| Description of the task |
Begin at the line below that contains "index tip: (198, 221)" and write out every line from there to the end of the entries, exactly.

| Records shown |

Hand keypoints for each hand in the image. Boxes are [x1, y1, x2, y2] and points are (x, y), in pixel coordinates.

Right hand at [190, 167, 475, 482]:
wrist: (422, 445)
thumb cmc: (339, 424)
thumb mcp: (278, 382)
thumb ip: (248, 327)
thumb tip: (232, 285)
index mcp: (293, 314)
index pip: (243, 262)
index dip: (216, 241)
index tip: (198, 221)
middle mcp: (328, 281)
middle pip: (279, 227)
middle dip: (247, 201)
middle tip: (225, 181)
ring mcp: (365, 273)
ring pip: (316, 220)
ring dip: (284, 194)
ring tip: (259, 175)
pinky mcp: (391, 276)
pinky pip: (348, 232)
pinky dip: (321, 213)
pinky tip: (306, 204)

| Solution |
index tip: (198, 221)
middle mcp: (328, 281)
middle pip: (279, 227)
middle dip: (247, 201)
middle tip: (225, 181)
ring mcp: (365, 273)
ring pip: (316, 220)
ring dip: (284, 194)
ring tip: (259, 175)
pinky mcp: (391, 276)
pinky pip: (348, 232)
pinky dip: (321, 213)
pinky tip: (306, 204)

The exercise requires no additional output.